I remember I would painstakingly
write and rehearse jokes

before every all-hands.

Or I’d be the first one in the office
and the last one out,

because I thought
that these things mattered.

When I was six months pregnant,

one of our large competitors reached out,
wanting to talk about acquiring us.

Every startup wants
the option to be bought,

but it really got under my skin

when during conversations
with these strangers

who I was negotiating with,

their eyes would sometimes wander
to my pregnant belly.

I went into labor the same night
of our user conference.

The weeks leading up to the event,

watching our team prepare
for our big product unveiling,

I wondered how many male CEOs
would skip their own conference

for the birth of their child.

I assumed most would.

But I kept reasoning with myself
that if I wasn’t pregnant,

there’d be no question
whether I’d be there or not.

So I have to be there,

forcing myself to parade
my nine-month pregnancy,

work the halls as hosts on my feet
for 14 hours was a bad idea in hindsight.

The moment I arrived home,
my water broke and my contractions started

and I wouldn’t hear
my son’s first cry for another 32 hours.

When my baby was six weeks old,
I went back to work.

Our M and A had fallen through by then,

and I was determined to fundraise
a war chest to fight them back.

But I was still bleeding
from several tears in my vagina

from pushing out a baby.

To this day, I still ask myself

why I rushed back to work
when I wasn’t ready.

And I realize now
it was because I was afraid.

I was so afraid
of what people might think of me

as a new mother and CEO.

I was afraid that they would think
that my priorities had changed.

So I pressured myself
into proving to everyone

that I was as dedicated
to the company as ever.

I would spend the next two months
fundraising to secure our war chest.

I had a full schedule
and I needed to pump milk,

but I didn’t have the courage
to ask for 50 million dollars

and ask to use their mother’s room.

So how does one pump milk
on Sand Hill Road?

Well, I would park my car

in front of someone’s
super nice home in Palo Alto.

I’d undress and extract milk
from my breasts

with a silicone hand pump.

It worked out, I guess.

We secured a lead investor
for our series C

and then our competitors came back
with a revised offer,

and we decided to sell to them
for 875 million dollars.

A few months after the acquisition
I became pregnant for the second time.

And shortly after,
I found out I had a miscarriage.

While with my team …

I felt it slip out of me.

I went to the bathroom …

and it fell to the floor.

I didn’t know what to do,

so I just walked back out to the team,
pretending as if nothing happened.

It took going through
infertility, miscarriage,

pregnancy, giving birth without any drugs,
while running a company

for me to realize how wrong I was
to hide my womanhood

as if it’s something I’m ashamed of.

For so long, I thought I had to be
what I thought a good male CEO looked like

so that I wouldn’t be
judged or treated differently.

I was so constricted by my belief
that businesses value maleness more.

And it made me afraid to be a woman,

which meant I hid a massive part
of who I was from everyone.

When I dared to be fully myself,

when I dared to trust
and share my frustrations

and my anger and my sadness
and my tears with my team,

I became a much happier
and more effective leader

because I was finally honest in who I was.
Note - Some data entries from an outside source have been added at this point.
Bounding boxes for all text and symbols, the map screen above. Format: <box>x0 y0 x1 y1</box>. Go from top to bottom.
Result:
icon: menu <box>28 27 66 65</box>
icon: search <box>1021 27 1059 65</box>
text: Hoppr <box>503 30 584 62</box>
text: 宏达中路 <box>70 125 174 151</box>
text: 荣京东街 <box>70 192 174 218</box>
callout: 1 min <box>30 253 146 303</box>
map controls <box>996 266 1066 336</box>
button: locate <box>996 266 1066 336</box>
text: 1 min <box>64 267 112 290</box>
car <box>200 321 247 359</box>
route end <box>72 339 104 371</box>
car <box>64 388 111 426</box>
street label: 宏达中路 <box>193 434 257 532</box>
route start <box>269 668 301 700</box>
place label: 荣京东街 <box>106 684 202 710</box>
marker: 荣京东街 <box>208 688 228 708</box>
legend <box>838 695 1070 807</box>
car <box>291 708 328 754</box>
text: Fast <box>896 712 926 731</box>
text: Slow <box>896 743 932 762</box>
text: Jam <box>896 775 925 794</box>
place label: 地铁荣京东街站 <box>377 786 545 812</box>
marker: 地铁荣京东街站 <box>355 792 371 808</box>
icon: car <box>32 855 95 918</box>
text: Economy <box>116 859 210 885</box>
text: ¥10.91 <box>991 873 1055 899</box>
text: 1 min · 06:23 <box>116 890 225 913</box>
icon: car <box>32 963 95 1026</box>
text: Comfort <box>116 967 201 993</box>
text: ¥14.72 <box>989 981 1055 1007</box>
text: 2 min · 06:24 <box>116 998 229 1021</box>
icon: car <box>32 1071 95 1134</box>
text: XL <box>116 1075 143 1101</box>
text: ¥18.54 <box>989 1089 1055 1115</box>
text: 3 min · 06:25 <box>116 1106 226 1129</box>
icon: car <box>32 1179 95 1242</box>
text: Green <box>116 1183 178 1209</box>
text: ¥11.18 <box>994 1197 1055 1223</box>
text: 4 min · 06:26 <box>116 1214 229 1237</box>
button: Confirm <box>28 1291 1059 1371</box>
And my team responded to that.

One of the most important side effects
of leading as my complete raw self

was seeing our culture evolve

to a more close-knit and effective
version of itself.

I remember we had several
back to back rough quarters.

It felt like everything was in shambles

and I didn’t have time
to prepare for an all-hands.

And then it was time for me to speak.

So I walked up to the mic cold
and I started talking openly

about my concerns,
my concerns on competition,

the mistakes we had
made in sales strategy,

really exposing
the weaknesses of our company.

And I asked the team for help.

That completely changed the conversation

and how we would build
and solve problems together.

As we collectively
brought our full selves to work,

we were able to accomplish so much more
in terms of revenue growth

and the most products shipped
the company had seen.

And it progressed us
from a startup to medium-sized business.

Whoever you are, if you’re thinking
about starting a startup,

or you’re thinking about leading,

do it

and don’t be afraid to trust
and be yourself completely.

I wish I knew that a decade ago.

And learn from my mistakes.

If you find yourself fundraising
on Sand Hill, needing to pump milk,

go use their nice-ass mother’s rooms.

Thank you.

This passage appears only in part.